Exterior view of a flooded neighborhood
Source: NOAA

According to the Intergovernmental Panel on Climate Change 5th Assessment Report, released in September 2013, global average sea level is projected to rise by 10-39 inches by the year 2100 (relative to mean sea level from 1985 to 2005), depending on the atmospheric carbon emissions scenario assumed. This projection is considered to be based on the best available science in the “Sea Level Rise Policy Guidance” document adopted by the California Coastal Commission in August 2015. These projections are likely to change over time as climate science progresses.

Perhaps the most obvious and widespread consequence of sea level rise is inundation and flooding of land. Sea level rise will not only cause permanent land inundation near coastlines, it will increase and expand the 100-year floodplain in coastal communities. Thus, the number of residents at risk during storm events would increase. Shorefront land composed of fill is at risk for inundation because of low elevation and subsidence over time due to compaction from buildings and soil desiccation. Additionally, shoreline dikes and sea walls likewise may be at risk for overtopping and inundation. The National Oceanographic and Atmospheric Administration (NOAA) provides an online mapping tool that illustrates the scale of potential flooding along the coterminous U.S. coast assuming various sea-level rise scenarios (visit: ).

California law does not currently mandate disclosure of sea level rise in real estate transactions. However, in 2015 the state began updating its General Plan Guidelines for cities and counties to include land-use planning to avoid sea level rise hazards within their municipal jurisdictions. In addition, many coastal cities and counties are independently addressing global sea level rise by adopting land-use policies that anticipate rising sea level.

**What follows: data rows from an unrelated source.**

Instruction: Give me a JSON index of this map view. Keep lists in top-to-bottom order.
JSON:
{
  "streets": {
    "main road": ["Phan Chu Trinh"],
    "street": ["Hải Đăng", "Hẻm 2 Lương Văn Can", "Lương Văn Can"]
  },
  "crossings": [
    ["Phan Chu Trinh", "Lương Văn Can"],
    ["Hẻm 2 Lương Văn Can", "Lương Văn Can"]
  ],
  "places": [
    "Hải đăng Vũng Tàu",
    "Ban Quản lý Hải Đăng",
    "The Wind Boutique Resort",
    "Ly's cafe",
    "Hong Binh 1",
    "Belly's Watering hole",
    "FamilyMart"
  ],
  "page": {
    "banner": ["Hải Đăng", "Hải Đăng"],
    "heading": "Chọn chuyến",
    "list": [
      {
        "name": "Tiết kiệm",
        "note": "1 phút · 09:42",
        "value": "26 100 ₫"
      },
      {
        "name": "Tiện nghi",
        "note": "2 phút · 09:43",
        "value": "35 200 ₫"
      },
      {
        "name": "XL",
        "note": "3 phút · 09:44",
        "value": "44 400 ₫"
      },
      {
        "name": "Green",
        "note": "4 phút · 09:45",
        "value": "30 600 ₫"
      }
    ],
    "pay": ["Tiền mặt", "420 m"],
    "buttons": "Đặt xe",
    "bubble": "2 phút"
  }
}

Increasingly, these local policies result in sea-level rise inundation zones on maps in the municipality’s General Plan Safety Element, and those zones guide building departments in the permit approval process. Hence, a prospective buyer may consider it to be material if the sale property is located in such a locally designated hazard zone. (Source: NOAA, California Coastal Commission, California Governor’s Office of Planning & Research)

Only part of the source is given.